Não existem datas más ou inoportunas.
Todos
os dias são bons para servir a Deus.
Só
surgem os maus dias quando o homem os desaproveita com a sua falta de fé, com a
sua preguiça, com a sua inércia que o inclina a não trabalhar com Deus e por
Deus.
Bendirei
o Senhor em todo o tempo!
O
tempo é um tesouro que passa, que se escapa, que corre pelas nossas mãos como a
água pelas penhas altas.
Ontem
já passou e o dia de hoje está a passar. Amanhã será bem depressa outro ontem.
A
duração de uma vida é muito curta.
Mas,
quantas coisas se podem realizar neste pequeno espaço, por amor de Deus!
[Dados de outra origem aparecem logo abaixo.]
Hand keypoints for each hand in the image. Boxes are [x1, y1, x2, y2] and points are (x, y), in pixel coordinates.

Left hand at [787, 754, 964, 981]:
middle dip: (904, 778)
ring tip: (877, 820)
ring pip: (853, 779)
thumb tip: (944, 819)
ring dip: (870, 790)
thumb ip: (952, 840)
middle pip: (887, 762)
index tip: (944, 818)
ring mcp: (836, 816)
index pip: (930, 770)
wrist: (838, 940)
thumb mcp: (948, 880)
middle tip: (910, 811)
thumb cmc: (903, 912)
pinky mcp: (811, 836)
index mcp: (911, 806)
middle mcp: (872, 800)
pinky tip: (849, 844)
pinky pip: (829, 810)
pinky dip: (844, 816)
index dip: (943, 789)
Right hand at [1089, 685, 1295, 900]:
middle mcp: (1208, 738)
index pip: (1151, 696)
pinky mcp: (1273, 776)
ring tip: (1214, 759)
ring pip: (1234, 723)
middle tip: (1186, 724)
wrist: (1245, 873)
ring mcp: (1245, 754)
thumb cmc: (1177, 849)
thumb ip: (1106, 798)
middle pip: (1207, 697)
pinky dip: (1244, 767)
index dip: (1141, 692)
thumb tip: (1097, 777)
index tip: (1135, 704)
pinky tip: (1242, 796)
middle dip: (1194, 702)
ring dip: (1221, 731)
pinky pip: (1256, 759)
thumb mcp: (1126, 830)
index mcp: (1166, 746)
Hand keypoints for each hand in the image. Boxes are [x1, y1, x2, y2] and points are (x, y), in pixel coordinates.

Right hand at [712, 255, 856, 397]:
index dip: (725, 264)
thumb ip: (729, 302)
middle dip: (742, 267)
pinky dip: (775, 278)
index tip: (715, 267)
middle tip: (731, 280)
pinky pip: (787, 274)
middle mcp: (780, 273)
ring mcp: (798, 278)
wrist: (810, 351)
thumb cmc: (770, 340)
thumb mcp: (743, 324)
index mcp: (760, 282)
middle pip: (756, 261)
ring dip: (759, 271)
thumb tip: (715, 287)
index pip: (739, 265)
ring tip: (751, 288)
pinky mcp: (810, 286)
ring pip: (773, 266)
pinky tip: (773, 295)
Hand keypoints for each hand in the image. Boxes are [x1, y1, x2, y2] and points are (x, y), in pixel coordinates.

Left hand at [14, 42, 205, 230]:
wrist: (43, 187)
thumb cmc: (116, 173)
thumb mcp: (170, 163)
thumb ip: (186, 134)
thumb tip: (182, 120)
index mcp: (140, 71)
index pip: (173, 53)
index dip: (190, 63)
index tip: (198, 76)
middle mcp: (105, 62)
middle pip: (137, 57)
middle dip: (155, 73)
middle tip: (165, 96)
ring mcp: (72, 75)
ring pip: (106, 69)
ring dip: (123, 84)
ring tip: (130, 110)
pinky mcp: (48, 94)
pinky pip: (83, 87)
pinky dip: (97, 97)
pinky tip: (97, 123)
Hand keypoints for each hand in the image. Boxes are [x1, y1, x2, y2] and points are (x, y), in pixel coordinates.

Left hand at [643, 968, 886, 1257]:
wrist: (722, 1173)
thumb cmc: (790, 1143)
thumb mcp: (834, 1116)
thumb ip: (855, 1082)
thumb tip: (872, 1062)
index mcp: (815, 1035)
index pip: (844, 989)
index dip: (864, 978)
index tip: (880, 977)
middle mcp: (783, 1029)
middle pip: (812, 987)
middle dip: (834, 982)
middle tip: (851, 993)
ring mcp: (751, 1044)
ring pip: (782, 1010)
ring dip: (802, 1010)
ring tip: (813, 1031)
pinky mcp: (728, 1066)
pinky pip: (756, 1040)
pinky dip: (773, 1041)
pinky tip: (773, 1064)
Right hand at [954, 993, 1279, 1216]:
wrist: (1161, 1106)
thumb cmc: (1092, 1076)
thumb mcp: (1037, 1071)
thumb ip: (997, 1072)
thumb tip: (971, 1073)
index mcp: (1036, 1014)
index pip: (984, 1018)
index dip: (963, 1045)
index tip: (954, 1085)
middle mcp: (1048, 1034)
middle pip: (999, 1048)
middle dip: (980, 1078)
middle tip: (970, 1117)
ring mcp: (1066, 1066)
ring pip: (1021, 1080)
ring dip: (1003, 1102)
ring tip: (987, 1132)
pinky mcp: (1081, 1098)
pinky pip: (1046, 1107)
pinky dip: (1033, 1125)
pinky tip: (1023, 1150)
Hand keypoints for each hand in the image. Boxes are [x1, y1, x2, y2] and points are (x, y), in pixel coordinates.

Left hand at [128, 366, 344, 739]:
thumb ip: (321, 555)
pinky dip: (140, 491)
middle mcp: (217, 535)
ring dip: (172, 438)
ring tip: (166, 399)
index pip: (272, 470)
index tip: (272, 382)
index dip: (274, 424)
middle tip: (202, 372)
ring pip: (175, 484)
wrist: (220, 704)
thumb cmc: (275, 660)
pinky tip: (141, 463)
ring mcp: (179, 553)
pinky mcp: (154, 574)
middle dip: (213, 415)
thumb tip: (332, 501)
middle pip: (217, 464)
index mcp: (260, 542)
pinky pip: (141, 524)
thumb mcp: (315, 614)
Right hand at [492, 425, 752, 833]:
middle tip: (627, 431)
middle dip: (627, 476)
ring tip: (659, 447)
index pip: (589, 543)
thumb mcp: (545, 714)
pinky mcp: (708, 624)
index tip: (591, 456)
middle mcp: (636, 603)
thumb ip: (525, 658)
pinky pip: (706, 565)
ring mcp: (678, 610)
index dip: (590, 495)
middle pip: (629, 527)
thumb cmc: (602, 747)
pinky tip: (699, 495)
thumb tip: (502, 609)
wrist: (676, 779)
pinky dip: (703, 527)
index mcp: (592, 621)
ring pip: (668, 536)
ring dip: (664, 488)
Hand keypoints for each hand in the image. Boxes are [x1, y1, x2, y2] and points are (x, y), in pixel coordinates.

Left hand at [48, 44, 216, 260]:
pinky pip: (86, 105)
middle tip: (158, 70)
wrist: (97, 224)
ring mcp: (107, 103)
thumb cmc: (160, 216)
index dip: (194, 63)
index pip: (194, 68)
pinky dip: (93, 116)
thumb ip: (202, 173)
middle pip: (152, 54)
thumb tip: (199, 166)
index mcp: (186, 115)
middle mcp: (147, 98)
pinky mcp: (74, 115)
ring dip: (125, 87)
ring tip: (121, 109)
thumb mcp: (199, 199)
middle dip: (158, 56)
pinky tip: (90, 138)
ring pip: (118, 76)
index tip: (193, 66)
Nenhuma desculpa nos aproveitará.
O
Senhor foi pródigo connosco.
Instruiu-nos
pacientemente; explicou-nos os seus preceitos com parábolas e insistiu connosco
sem descanso.
Como
a Filipe, pode perguntar-nos: há tanto
tempo que estou convosco e ainda não me conhecestes?
Chegou o momento de trabalhar deveras, de
ocupar todos os momentos da jornada, de suportar - gostosamente, com alegria -
o peso do dia e do calor.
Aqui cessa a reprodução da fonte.